Enthusiasm is as catching as yawns in a Monday morning eight AM class. If you walk in the room looking as if you’re about to pitch the worst idea ever, you are muddying the waters before you even speak. When you speak about your project, a book that you’ve spent countless hours writing, examining every single word and comma, and still somehow managing to pull it off without throwing the whole computer out of the window…show that excitement in your words and your pitch!

Speaking of muddying waters…

Don’t do it! If you start out with “I’m new but I think this is kind of sort of okay” or “I’ve never written before, so it’s probably awful, but let me tell you about it anyway” you’re being your own worst enemy. If you’re not confident in your ability to write yet, well, fake it. If you’re unpublished, no need to state it out loud. The non-mentioning of being a published New York Times bestselling author is more than enough—and that’s okay. Being experienced and published with credentials and degrees is no guarantee that you’re going to get another deal. Being new isn’t a bad thing—own it, embrace it, and show you’re in this for the long haul!

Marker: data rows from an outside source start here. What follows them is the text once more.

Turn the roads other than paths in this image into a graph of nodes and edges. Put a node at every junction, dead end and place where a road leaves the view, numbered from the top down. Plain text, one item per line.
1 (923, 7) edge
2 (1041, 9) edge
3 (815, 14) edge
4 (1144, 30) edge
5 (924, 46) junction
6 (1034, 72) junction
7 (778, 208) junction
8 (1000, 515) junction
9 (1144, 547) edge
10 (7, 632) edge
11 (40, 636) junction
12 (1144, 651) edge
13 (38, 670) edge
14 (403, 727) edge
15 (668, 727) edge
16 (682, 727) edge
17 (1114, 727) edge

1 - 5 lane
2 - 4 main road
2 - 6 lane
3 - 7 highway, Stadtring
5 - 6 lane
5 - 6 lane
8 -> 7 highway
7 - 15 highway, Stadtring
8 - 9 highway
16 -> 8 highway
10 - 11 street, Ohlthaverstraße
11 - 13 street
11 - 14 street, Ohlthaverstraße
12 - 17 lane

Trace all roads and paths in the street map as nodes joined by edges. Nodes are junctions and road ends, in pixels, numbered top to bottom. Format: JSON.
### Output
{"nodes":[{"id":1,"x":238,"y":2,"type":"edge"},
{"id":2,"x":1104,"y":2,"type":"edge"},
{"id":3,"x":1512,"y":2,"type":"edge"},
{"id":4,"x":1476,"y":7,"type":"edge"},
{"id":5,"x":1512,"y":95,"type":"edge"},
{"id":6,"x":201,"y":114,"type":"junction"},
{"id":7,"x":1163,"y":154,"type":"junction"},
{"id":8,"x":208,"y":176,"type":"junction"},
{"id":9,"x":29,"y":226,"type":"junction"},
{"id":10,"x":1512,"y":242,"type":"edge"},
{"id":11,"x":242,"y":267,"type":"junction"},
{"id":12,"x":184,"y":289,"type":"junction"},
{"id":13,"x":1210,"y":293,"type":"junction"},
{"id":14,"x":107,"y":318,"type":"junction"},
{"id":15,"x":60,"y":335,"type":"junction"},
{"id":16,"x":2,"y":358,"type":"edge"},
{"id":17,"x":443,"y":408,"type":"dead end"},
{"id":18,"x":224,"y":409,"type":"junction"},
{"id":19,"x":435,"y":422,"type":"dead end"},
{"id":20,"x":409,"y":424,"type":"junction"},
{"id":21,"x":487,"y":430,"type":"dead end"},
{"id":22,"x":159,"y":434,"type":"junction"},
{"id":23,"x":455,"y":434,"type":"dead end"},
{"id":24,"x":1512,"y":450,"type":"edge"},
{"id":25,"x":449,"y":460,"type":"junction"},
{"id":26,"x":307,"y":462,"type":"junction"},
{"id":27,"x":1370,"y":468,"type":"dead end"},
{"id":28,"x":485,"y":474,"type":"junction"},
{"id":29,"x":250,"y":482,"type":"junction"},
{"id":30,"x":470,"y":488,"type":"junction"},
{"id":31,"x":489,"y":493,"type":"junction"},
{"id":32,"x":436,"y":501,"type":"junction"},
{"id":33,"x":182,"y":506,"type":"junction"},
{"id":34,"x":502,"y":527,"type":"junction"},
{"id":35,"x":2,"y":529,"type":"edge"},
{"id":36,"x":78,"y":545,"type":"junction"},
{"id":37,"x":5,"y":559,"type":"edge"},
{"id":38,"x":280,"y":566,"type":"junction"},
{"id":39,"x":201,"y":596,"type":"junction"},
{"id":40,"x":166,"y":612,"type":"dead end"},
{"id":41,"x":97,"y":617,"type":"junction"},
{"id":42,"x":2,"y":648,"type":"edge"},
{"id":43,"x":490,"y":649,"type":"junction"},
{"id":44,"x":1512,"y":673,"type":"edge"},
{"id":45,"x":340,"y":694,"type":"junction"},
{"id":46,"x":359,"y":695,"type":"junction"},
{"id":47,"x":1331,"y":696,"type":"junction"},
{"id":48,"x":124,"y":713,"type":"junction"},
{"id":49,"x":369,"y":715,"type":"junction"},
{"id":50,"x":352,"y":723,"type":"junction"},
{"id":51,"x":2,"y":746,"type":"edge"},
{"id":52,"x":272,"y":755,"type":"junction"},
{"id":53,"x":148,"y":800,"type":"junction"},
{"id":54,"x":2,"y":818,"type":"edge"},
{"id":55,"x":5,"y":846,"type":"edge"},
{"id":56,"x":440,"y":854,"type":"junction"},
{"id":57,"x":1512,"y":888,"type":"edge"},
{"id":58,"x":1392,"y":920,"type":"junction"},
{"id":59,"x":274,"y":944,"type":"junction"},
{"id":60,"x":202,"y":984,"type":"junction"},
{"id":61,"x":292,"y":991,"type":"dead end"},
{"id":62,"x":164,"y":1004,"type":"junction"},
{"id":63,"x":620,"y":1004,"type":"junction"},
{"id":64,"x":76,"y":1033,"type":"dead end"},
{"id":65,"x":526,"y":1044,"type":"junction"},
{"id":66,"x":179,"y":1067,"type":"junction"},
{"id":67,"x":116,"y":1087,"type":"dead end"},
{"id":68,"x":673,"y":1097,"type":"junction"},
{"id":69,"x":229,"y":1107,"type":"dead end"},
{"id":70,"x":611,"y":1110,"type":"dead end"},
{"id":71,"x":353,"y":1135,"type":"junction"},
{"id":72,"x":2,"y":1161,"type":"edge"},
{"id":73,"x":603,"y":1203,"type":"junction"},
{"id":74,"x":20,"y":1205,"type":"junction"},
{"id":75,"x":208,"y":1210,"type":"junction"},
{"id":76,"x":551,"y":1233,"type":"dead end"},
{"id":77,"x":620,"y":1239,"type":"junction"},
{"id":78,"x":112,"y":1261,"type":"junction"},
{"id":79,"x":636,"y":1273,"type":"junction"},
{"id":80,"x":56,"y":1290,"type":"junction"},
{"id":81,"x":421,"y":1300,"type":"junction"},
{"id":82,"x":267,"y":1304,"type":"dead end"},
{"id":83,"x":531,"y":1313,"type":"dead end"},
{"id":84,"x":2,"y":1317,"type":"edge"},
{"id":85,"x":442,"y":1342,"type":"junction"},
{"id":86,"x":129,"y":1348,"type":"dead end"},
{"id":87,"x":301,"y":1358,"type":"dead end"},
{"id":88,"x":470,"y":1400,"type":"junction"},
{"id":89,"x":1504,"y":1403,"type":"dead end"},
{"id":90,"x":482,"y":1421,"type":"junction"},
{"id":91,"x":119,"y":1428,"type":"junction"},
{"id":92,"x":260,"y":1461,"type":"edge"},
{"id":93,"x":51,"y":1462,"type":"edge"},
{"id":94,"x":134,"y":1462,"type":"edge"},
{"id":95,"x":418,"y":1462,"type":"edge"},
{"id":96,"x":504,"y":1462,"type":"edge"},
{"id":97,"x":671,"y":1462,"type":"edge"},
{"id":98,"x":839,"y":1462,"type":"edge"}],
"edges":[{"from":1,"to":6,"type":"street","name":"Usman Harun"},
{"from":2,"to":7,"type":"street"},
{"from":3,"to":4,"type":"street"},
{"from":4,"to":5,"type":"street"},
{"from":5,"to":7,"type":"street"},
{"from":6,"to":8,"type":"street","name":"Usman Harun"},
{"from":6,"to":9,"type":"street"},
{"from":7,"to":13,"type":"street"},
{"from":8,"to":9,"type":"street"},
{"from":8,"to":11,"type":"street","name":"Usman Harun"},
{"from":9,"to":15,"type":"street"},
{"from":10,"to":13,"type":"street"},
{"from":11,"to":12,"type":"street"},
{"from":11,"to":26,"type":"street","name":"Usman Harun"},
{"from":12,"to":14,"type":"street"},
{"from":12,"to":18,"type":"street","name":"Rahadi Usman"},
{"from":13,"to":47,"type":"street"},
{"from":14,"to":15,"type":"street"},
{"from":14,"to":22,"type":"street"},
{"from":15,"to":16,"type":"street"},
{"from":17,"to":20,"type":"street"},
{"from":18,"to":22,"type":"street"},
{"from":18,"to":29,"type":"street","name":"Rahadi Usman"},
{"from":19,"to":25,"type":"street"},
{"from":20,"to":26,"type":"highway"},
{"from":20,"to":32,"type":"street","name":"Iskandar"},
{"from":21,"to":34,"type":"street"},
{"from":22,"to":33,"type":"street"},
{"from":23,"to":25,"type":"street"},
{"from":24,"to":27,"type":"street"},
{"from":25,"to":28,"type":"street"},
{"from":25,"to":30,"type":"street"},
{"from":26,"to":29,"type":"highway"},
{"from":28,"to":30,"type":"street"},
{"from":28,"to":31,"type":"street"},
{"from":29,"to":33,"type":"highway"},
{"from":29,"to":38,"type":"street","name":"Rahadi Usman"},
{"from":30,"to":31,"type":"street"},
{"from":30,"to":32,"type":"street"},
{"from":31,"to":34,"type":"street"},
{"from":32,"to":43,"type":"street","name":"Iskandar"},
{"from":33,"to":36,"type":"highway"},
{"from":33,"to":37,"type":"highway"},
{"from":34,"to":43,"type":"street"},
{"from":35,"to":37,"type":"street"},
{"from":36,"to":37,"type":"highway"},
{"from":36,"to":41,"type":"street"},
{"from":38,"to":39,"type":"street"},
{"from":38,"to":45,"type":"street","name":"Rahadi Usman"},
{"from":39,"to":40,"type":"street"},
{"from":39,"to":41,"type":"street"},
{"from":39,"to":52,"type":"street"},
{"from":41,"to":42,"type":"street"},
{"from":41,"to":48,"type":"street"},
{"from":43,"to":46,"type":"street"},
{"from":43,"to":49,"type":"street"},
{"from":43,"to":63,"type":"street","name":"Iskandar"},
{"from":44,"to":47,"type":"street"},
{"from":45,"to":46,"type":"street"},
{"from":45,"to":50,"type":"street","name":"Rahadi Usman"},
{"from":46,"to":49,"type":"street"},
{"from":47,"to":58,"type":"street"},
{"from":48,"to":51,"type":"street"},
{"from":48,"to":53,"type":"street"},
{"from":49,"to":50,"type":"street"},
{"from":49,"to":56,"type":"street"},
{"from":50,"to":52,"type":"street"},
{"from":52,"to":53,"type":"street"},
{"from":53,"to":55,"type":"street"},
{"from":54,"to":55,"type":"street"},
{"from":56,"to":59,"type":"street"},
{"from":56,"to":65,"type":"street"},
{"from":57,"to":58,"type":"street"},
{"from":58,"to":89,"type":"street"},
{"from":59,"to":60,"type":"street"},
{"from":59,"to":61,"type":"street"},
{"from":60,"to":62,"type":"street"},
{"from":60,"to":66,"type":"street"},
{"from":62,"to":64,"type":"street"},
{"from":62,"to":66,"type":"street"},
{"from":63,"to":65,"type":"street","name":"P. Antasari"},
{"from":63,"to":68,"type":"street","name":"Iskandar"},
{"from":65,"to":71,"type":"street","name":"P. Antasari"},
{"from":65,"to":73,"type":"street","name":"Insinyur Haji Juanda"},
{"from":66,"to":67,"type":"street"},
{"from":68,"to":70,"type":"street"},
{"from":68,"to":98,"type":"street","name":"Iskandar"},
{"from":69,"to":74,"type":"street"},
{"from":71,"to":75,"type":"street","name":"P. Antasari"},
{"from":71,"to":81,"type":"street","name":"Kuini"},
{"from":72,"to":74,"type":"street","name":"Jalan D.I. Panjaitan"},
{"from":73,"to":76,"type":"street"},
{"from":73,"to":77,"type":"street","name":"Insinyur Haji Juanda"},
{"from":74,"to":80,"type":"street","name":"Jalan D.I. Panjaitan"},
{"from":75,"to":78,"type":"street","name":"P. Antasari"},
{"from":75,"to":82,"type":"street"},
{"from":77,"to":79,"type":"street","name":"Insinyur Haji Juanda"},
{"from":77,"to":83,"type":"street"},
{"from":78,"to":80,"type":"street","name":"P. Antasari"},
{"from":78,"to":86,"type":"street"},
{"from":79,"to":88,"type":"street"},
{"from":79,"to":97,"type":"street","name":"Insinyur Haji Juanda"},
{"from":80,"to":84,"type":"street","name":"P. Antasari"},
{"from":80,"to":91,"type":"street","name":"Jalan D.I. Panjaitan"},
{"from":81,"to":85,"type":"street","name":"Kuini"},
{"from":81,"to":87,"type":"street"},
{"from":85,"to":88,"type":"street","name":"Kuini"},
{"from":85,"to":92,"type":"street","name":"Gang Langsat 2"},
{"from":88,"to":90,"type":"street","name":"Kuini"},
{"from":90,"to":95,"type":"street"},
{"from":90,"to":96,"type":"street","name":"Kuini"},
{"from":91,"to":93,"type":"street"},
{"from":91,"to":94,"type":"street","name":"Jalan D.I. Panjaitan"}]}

Be casual (but professional)

Don’t be afraid to smile and laugh. You’re selling your book, but you’re also showing your personality and your willingness and ability to work with others. People want to work with peers who are energetic, enthusiastic, and positive. Don’t be so stiff that you could be a stock character. Smile, laugh, learn about the person across the table from you, and most of all—engage. That being said, keep it professional while being engaging. Think of it as a job interview: you want to show you’re easy to work with, knowledgeable, and kind…but you’re not exactly going to swagger in, fling yourself into a seat, slouch, and say, “Sup, man?”

Have an elevator pitch

Every author has four words that they dread: “What’s your book about?” It’s human nature to freeze up when someone asks us this. How can we possibly fit our amazing story into one line such as “A princess has to save an enemy merman prince’s life, and in the process finds out that her whole world was a lie pitched to her by her parents who needed her to hate him” and do it justice? Well, that’s how you do it. Have a strong overall line, and then dive into details such as, “This is a middle-grade fantasy book that plays with themes of hatred, prejudice, independence, and a grand adventure with mermen, kidnapping, sword fights, and a twelve-year-old headstrong princess at the heart of it all…” Does it cover EVERYTHING? Nope. But it shows you know what your book is about, who the audience is, and what the themes are. Once you lay out the bare bones, let the person you’re pitching to ask questions.

What’s an elevator pitch?

An elevator pitch is the idea that an author can, in theory, deliver in the space of an elevator ride. The concept centers around you finding yourself in the elevator with an agent who against all odds asks those four words we spoke about earlier: “What’s your book about?” Obviously, the chances of this happening and you having an agent or editor trapped in an elevator with you for thirty seconds are pretty slim, but the theory still stands today. To pitch, one must have that twenty second description bursting at the seams and ready to be released.

Fine. How do I write one?

  1. Try to make it be 20-30 words (or less!).
  2. Be enthusiastic and confident. This is your story—own it!
  3. Make it memorable – “The ghost of a teenage girl must discover who killed her before she runs out of time to accept her offer into one-time offer into heaven” or “A teenager is forced to enter a fight to the death to save her sister, and becomes a symbol of freedom in a war she didn’t ask for.”
  4. Your pitch should leave the listener asking for more. It should be unique, engaging, compelling, and intriguing. The best response you can possibly get is: “Tell me more!”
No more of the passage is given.